§ Work task: Where a line in the records holds "Elinwood", count it once; return only the final number.

§ Information given:
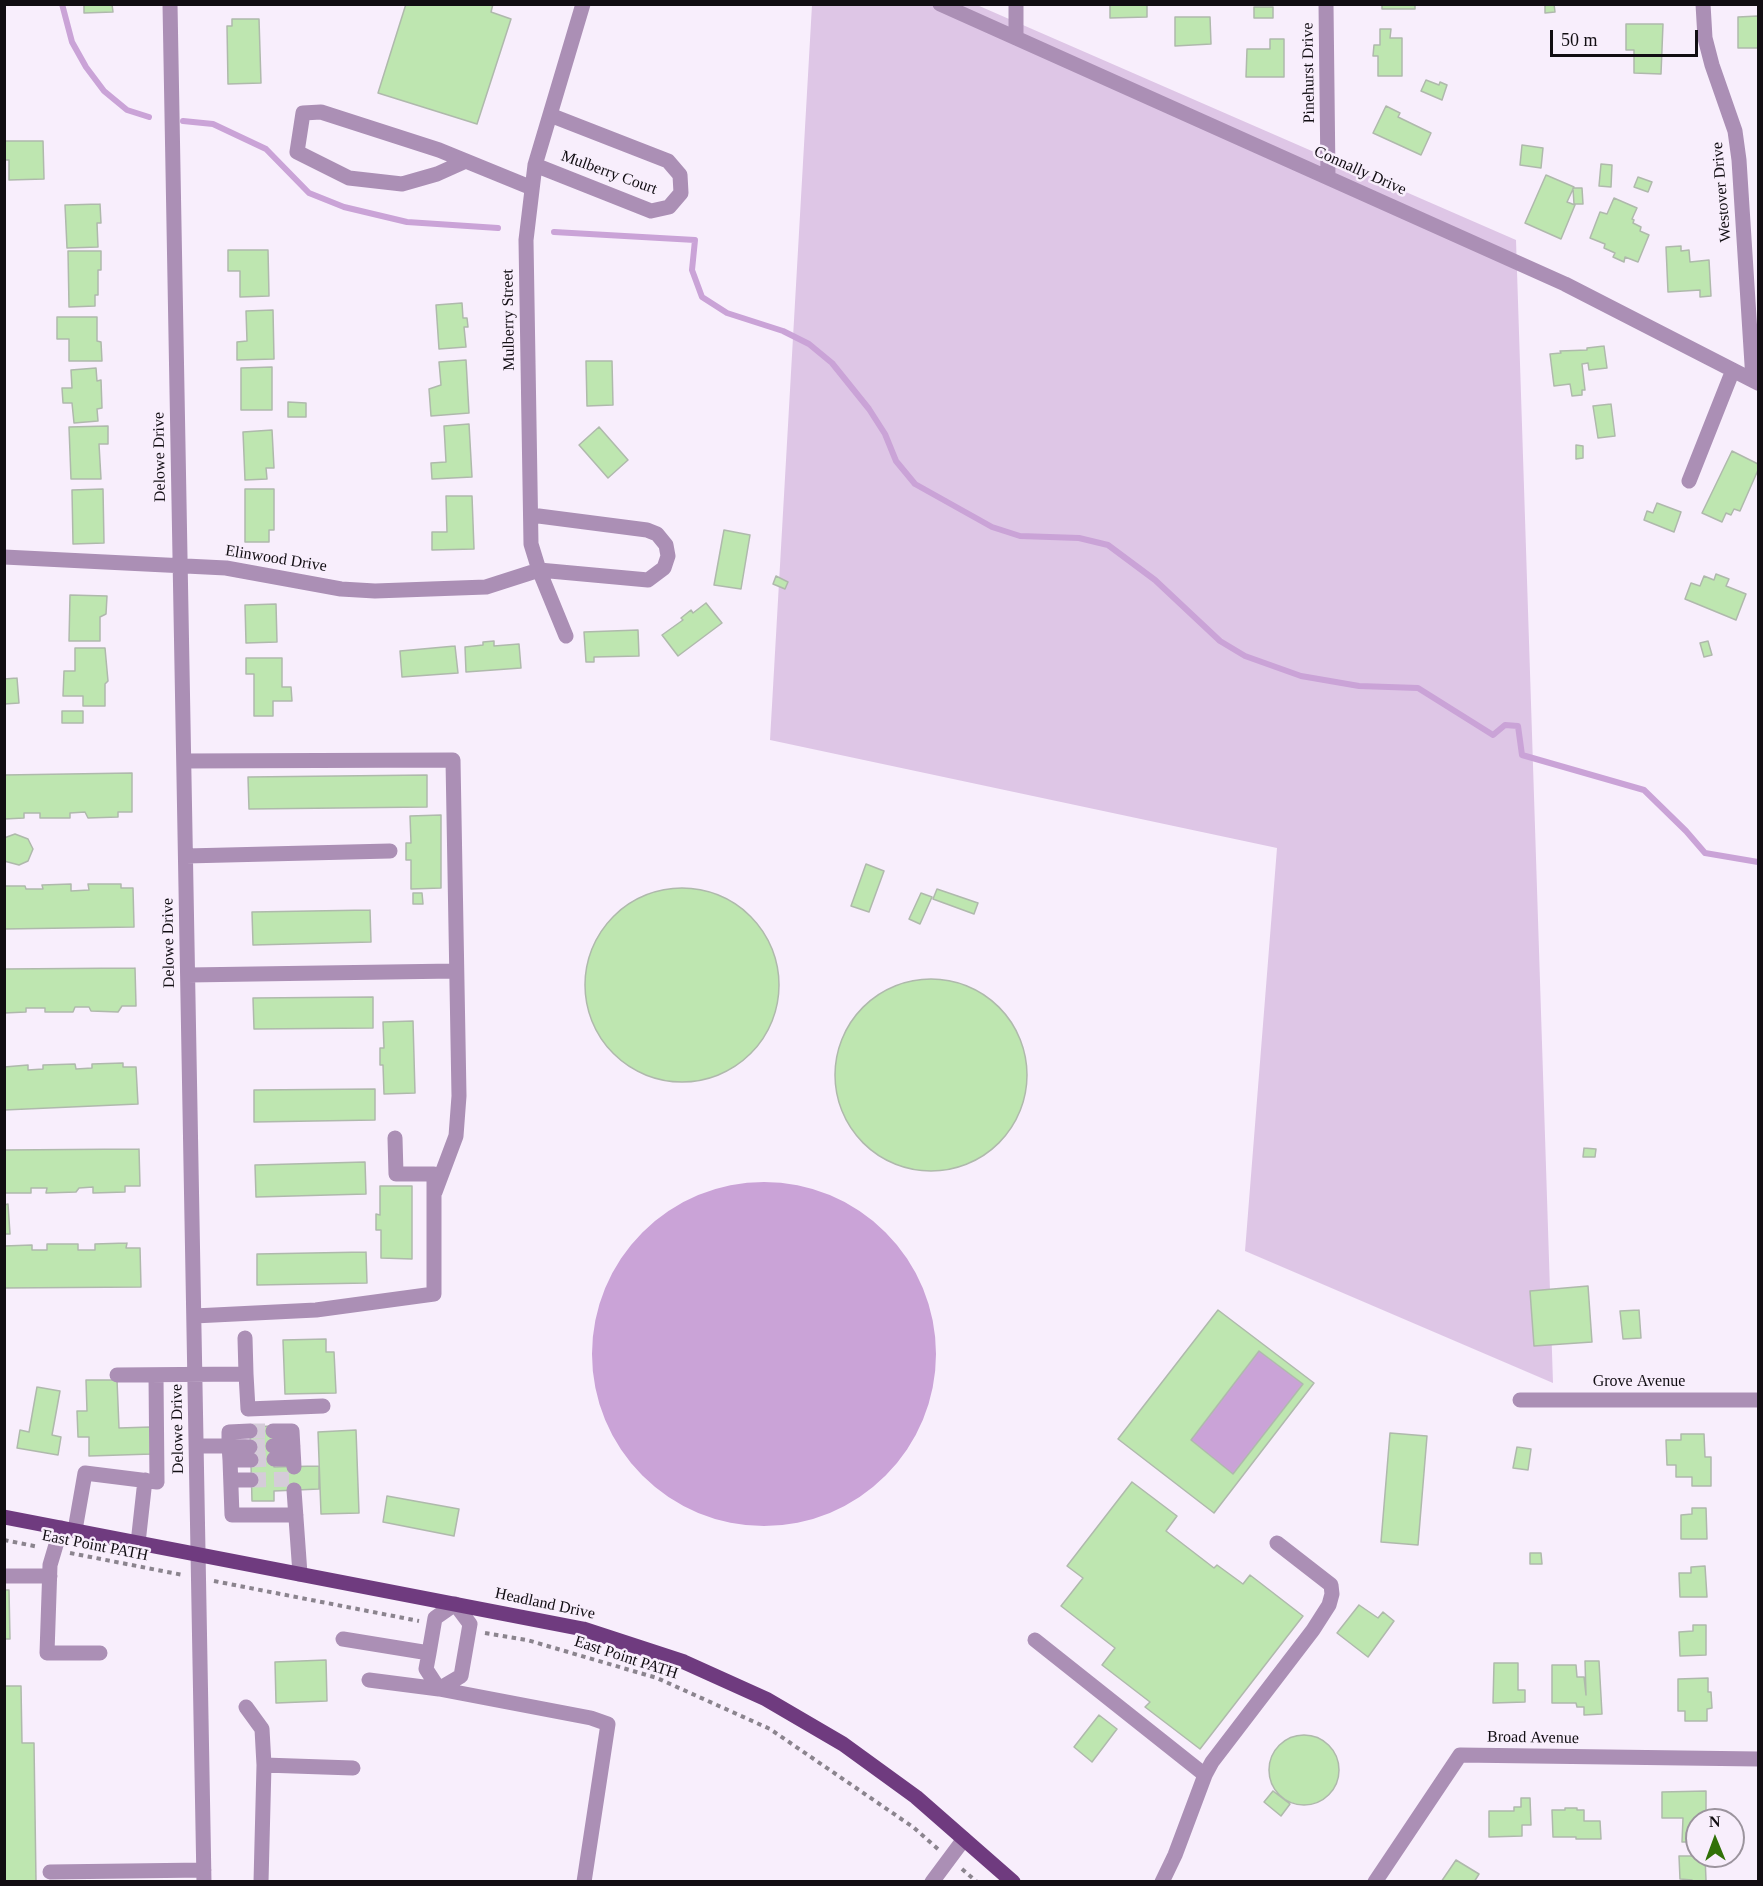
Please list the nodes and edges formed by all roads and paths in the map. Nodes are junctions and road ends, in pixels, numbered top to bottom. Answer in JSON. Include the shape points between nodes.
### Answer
{"nodes":[{"id":1,"x":170,"y":4,"type":"edge"},
{"id":2,"x":583,"y":4,"type":"edge"},
{"id":3,"x":940,"y":4,"type":"edge"},
{"id":4,"x":1016,"y":4,"type":"edge"},
{"id":5,"x":1326,"y":4,"type":"edge"},
{"id":6,"x":1702,"y":4,"type":"edge"},
{"id":7,"x":1016,"y":38,"type":"junction"},
{"id":8,"x":550,"y":115,"type":"junction"},
{"id":9,"x":465,"y":161,"type":"junction"},
{"id":10,"x":535,"y":165,"type":"junction"},
{"id":11,"x":1328,"y":177,"type":"junction"},
{"id":12,"x":532,"y":188,"type":"junction"},
{"id":13,"x":1733,"y":370,"type":"junction"},
{"id":14,"x":1756,"y":382,"type":"edge"},
{"id":15,"x":1689,"y":480,"type":"dead end"},
{"id":16,"x":531,"y":515,"type":"junction"},
{"id":17,"x":4,"y":557,"type":"edge"},
{"id":18,"x":180,"y":565,"type":"junction"},
{"id":19,"x":539,"y":570,"type":"junction"},
{"id":20,"x":566,"y":636,"type":"dead end"},
{"id":21,"x":184,"y":760,"type":"junction"},
{"id":22,"x":390,"y":851,"type":"dead end"},
{"id":23,"x":186,"y":856,"type":"junction"},
{"id":24,"x":455,"y":971,"type":"junction"},
{"id":25,"x":188,"y":975,"type":"junction"},
{"id":26,"x":395,"y":1138,"type":"dead end"},
{"id":27,"x":435,"y":1192,"type":"junction"},
{"id":28,"x":194,"y":1316,"type":"junction"},
{"id":29,"x":245,"y":1338,"type":"dead end"},
{"id":30,"x":246,"y":1374,"type":"junction"},
{"id":31,"x":117,"y":1375,"type":"dead end"},
{"id":32,"x":195,"y":1375,"type":"junction"},
{"id":33,"x":156,"y":1376,"type":"junction"},
{"id":34,"x":1521,"y":1400,"type":"dead end"},
{"id":35,"x":1758,"y":1400,"type":"edge"},
{"id":36,"x":323,"y":1407,"type":"dead end"},
{"id":37,"x":197,"y":1446,"type":"junction"},
{"id":38,"x":274,"y":1446,"type":"tunnel mouth"},
{"id":39,"x":230,"y":1453,"type":"junction"},
{"id":40,"x":294,"y":1457,"type":"dead end"},
{"id":41,"x":145,"y":1480,"type":"junction"},
{"id":42,"x":231,"y":1480,"type":"junction"},
{"id":43,"x":251,"y":1480,"type":"tunnel mouth"},
{"id":44,"x":294,"y":1490,"type":"dead end"},
{"id":45,"x":296,"y":1515,"type":"junction"},
{"id":46,"x":4,"y":1517,"type":"edge"},
{"id":47,"x":68,"y":1529,"type":"junction"},
{"id":48,"x":4,"y":1540,"type":"edge"},
{"id":49,"x":138,"y":1543,"type":"junction"},
{"id":50,"x":1277,"y":1543,"type":"dead end"},
{"id":51,"x":54,"y":1550,"type":"junction"},
{"id":52,"x":199,"y":1554,"type":"junction"},
{"id":53,"x":300,"y":1574,"type":"junction"},
{"id":54,"x":181,"y":1575,"type":"dead end"},
{"id":55,"x":4,"y":1576,"type":"edge"},
{"id":56,"x":50,"y":1576,"type":"junction"},
{"id":57,"x":215,"y":1581,"type":"dead end"},
{"id":58,"x":455,"y":1604,"type":"junction"},
{"id":59,"x":434,"y":1624,"type":"junction"},
{"id":60,"x":470,"y":1630,"type":"junction"},
{"id":61,"x":342,"y":1639,"type":"dead end"},
{"id":62,"x":1035,"y":1640,"type":"dead end"},
{"id":63,"x":100,"y":1653,"type":"dead end"},
{"id":64,"x":429,"y":1653,"type":"junction"},
{"id":65,"x":369,"y":1680,"type":"dead end"},
{"id":66,"x":439,"y":1689,"type":"junction"},
{"id":67,"x":246,"y":1707,"type":"dead end"},
{"id":68,"x":1758,"y":1759,"type":"edge"},
{"id":69,"x":264,"y":1765,"type":"junction"},
{"id":70,"x":353,"y":1768,"type":"dead end"},
{"id":71,"x":1205,"y":1775,"type":"junction"},
{"id":72,"x":964,"y":1839,"type":"junction"},
{"id":73,"x":950,"y":1858,"type":"junction"},
{"id":74,"x":50,"y":1872,"type":"dead end"},
{"id":75,"x":204,"y":1876,"type":"edge"},
{"id":76,"x":261,"y":1881,"type":"edge"},
{"id":77,"x":584,"y":1881,"type":"edge"},
{"id":78,"x":932,"y":1881,"type":"edge"},
{"id":79,"x":977,"y":1881,"type":"edge"},
{"id":80,"x":1013,"y":1881,"type":"edge"},
{"id":81,"x":1162,"y":1881,"type":"edge"},
{"id":82,"x":1375,"y":1881,"type":"edge"}],
"edges":[{"from":1,"to":18,"type":"street","name":"Delowe Drive"},
{"from":2,"to":8,"type":"street","name":"Mulberry Street"},
{"from":3,"to":7,"type":"street","name":"Connally Drive"},
{"from":4,"to":7,"type":"street"},
{"from":5,"to":11,"type":"street","name":"Pinehurst Drive"},
{"from":6,"to":14,"type":"street","name":"Westover Drive","via":[[1712,65],[1735,131]]},
{"from":7,"to":11,"type":"street","name":"Connally Drive"},
{"from":8,"to":10,"type":"street","name":"Mulberry Street"},
{"from":8,"to":10,"type":"street","name":"Mulberry Court","via":[[668,161],[680,175],[681,193],[669,207],[651,211]]},
{"from":9,"to":9,"type":"street","via":[[321,112],[303,113],[297,152],[349,178],[402,184]]},
{"from":9,"to":12,"type":"street"},
{"from":10,"to":12,"type":"street","name":"Mulberry Street"},
{"from":11,"to":13,"type":"street","name":"Connally Drive","via":[[1564,284]]},
{"from":12,"to":16,"type":"street","name":"Mulberry Street","via":[[525,240]]},
{"from":13,"to":14,"type":"street","name":"Connally Drive"},
{"from":13,"to":15,"type":"street"},
{"from":16,"to":19,"type":"street","name":"Mulberry Street","via":[[531,544]]},
{"from":16,"to":19,"type":"street","via":[[647,530],[657,534],[666,545],[668,556],[664,568],[648,580]]},
{"from":17,"to":18,"type":"street","name":"Elinwood Drive"},
{"from":18,"to":19,"type":"street","name":"Elinwood Drive","via":[[226,568],[341,589],[375,591],[486,587]]},
{"from":18,"to":21,"type":"street","name":"Delowe Drive"},
{"from":19,"to":20,"type":"street","name":"Mulberry Street"},
{"from":21,"to":23,"type":"street","name":"Delowe Drive"},
{"from":21,"to":24,"type":"street","via":[[453,760]]},
{"from":22,"to":23,"type":"street"},
{"from":23,"to":25,"type":"street","name":"Delowe Drive"},
{"from":24,"to":25,"type":"street"},
{"from":24,"to":27,"type":"street","via":[[459,1096],[456,1136]]},
{"from":25,"to":28,"type":"street","name":"Delowe Drive"},
{"from":26,"to":27,"type":"street","via":[[396,1174],[434,1174]]},
{"from":27,"to":28,"type":"street","via":[[434,1294],[316,1310]]},
{"from":28,"to":32,"type":"street","name":"Delowe Drive"},
{"from":29,"to":30,"type":"street"},
{"from":30,"to":32,"type":"street"},
{"from":30,"to":36,"type":"street","via":[[248,1409]]},
{"from":31,"to":33,"type":"street"},
{"from":32,"to":33,"type":"street"},
{"from":32,"to":37,"type":"street","name":"Delowe Drive"},
{"from":33,"to":41,"type":"street","via":[[157,1482]]},
{"from":34,"to":35,"type":"street","name":"Grove Avenue"},
{"from":37,"to":39,"type":"street"},
{"from":37,"to":52,"type":"street","name":"Delowe Drive"},
{"from":38,"to":40,"type":"street"},
{"from":39,"to":39,"type":"street","via":[[250,1446],[229,1432]]},
{"from":39,"to":42,"type":"street"},
{"from":41,"to":47,"type":"street","via":[[85,1473]]},
{"from":41,"to":49,"type":"street"},
{"from":42,"to":43,"type":"street"},
{"from":42,"to":45,"type":"street","via":[[232,1515]]},
{"from":44,"to":45,"type":"street"},
{"from":45,"to":53,"type":"street"},
{"from":46,"to":47,"type":"main road","name":"Headland Drive"},
{"from":47,"to":49,"type":"main road","name":"Headland Drive"},
{"from":47,"to":51,"type":"street"},
{"from":48,"to":51,"type":"path","name":"East Point PATH"},
{"from":49,"to":52,"type":"main road","name":"Headland Drive"},
{"from":50,"to":71,"type":"street","via":[[1331,1585],[1329,1605]]},
{"from":51,"to":54,"type":"path","name":"East Point PATH"},
{"from":51,"to":56,"type":"street"},
{"from":52,"to":53,"type":"main road","name":"Headland Drive"},
{"from":52,"to":75,"type":"street","name":"Delowe Drive"},
{"from":53,"to":58,"type":"main road","name":"Headland Drive"},
{"from":55,"to":56,"type":"street"},
{"from":56,"to":63,"type":"street","via":[[47,1653]]},
{"from":57,"to":59,"type":"path"},
{"from":58,"to":59,"type":"street","via":[[435,1618]]},
{"from":58,"to":60,"type":"street","via":[[471,1624]]},
{"from":58,"to":72,"type":"main road","name":"Headland Drive","via":[[584,1629],[684,1662],[766,1699],[843,1744],[916,1797]]},
{"from":59,"to":64,"type":"street"},
{"from":60,"to":66,"type":"street","via":[[461,1676]]},
{"from":60,"to":73,"type":"path","name":"East Point PATH","via":[[527,1640],[657,1678],[770,1730],[913,1827]]},
{"from":61,"to":64,"type":"street"},
{"from":62,"to":71,"type":"street"},
{"from":64,"to":66,"type":"street","via":[[426,1669]]},
{"from":65,"to":66,"type":"street"},
{"from":66,"to":77,"type":"street","via":[[608,1724]]},
{"from":67,"to":69,"type":"street","via":[[262,1729]]},
{"from":68,"to":82,"type":"street","name":"Broad Avenue","via":[[1460,1755]]},
{"from":69,"to":70,"type":"street"},
{"from":69,"to":76,"type":"street"},
{"from":71,"to":81,"type":"street"},
{"from":72,"to":73,"type":"street"},
{"from":72,"to":80,"type":"main road","name":"Headland Drive"},
{"from":73,"to":78,"type":"street"},
{"from":73,"to":79,"type":"path","name":"East Point PATH"},
{"from":74,"to":75,"type":"street"}]}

§ Solution: 2